I knelt beside him for a while there in the darkness, like I told you. His blood soaking into my nightgown while I waited to feel something. Horror, remorse, fear. Anything at all.

Relief came first. It was over now. I’d never again wake up wondering if this was the day he went too far. And then, a flicker of sadness followed. Not for the Duke he’d actually been, but the Duke I’d thought he was.

But that was it. No shame. No grief. No worry or frantic thoughts of police and punishments, and good god, did they still have the guillotine in France?

It was more like I’d just solved a math problem that had been vexing me, and I wondered if this was what it was to be in shock. That was it, surely.

All those feelings—those natural, human feelings, like grief and regret—would come in time.

Or so I thought.

For now, however, there was one last thing to do.

I went to where I’d left the gun, and moved it to the top of the stairs, taking care to wipe it down with the unbloodied hem of my robe. Then I went back to Duke’s body, wrapping my arms around him, letting more of his blood cover me, pressing my cheek to his so that his blood soaked into my loose hair.

And then I began to scream.

You know the rest, darling. Or you can look it up. That part is less important to the story I’m trying to tell you. There were police (my “Conversational French” from Agnes Scott was sadly inadequate when it came to discussing something like this, it turned out) and of course it was a bit of a scandal, but the official story was that someone had seen Duke flashing his cash at a seedier casino he’d been in that night in Montmartre, and followed him all the way home with the intention of robbing him.

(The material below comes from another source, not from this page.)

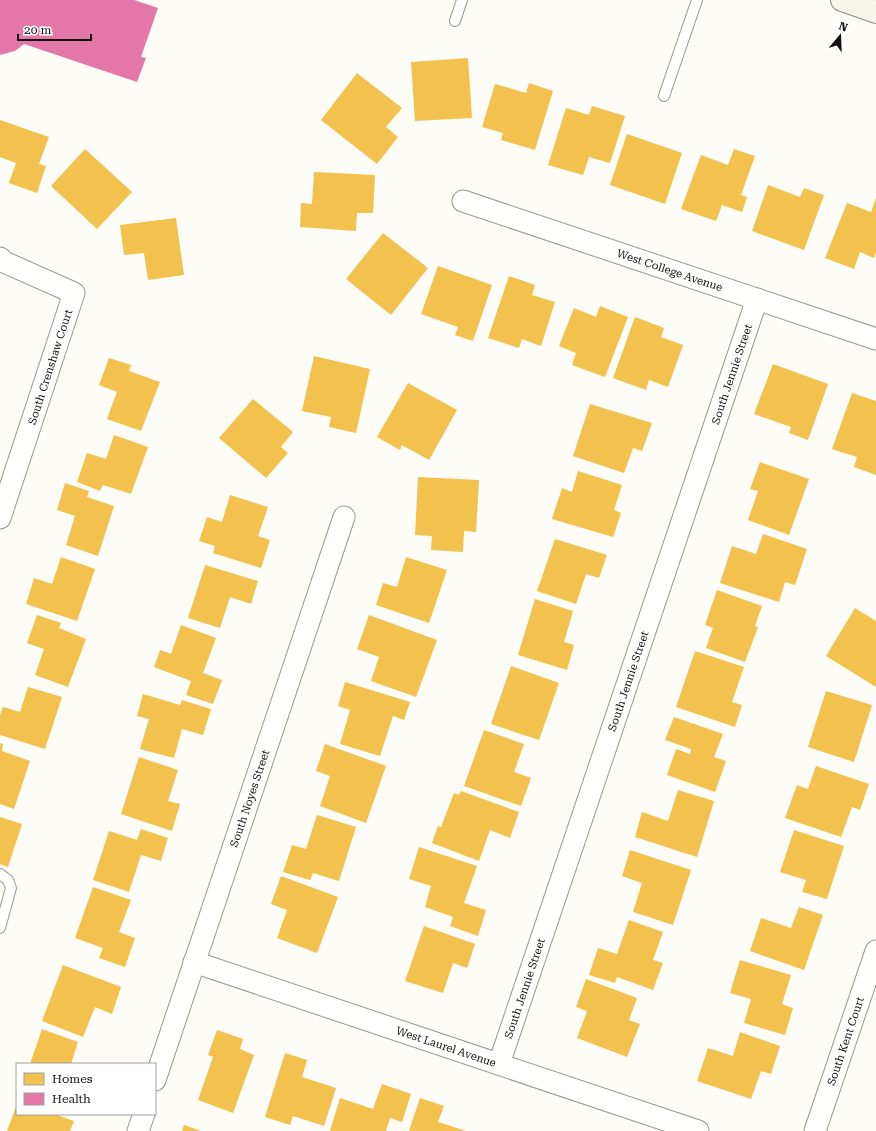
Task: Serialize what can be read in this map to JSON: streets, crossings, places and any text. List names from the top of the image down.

Duke himself assisted with this version of events by conveniently leaving the front door wide open when he came home, so eager was he to show me his new prize.

A scuffle, a loaded rifle, two panicked shots, the cash Duke’s friends swore he’d had in his jacket pocket that night all missing (tucked inside a hideous china dog I’d bought for Nelle, buried deep in one of my trunks), and there you had it.

Tragic, made more so by our youth and beauty, our clear love for each other. And on our honeymoon, too! Married less than two months.

Did people believe this story, or did Daddy’s money make it go away? I’ve never really known. It doesn’t matter.

I got away with it. That was all I cared about.

It feels good to write that down, I must say. The clear, pure truth of it, no excuses, no explanations.

I had gotten away with murder, and I was glad for it.

Is that enough truth for you, my dear?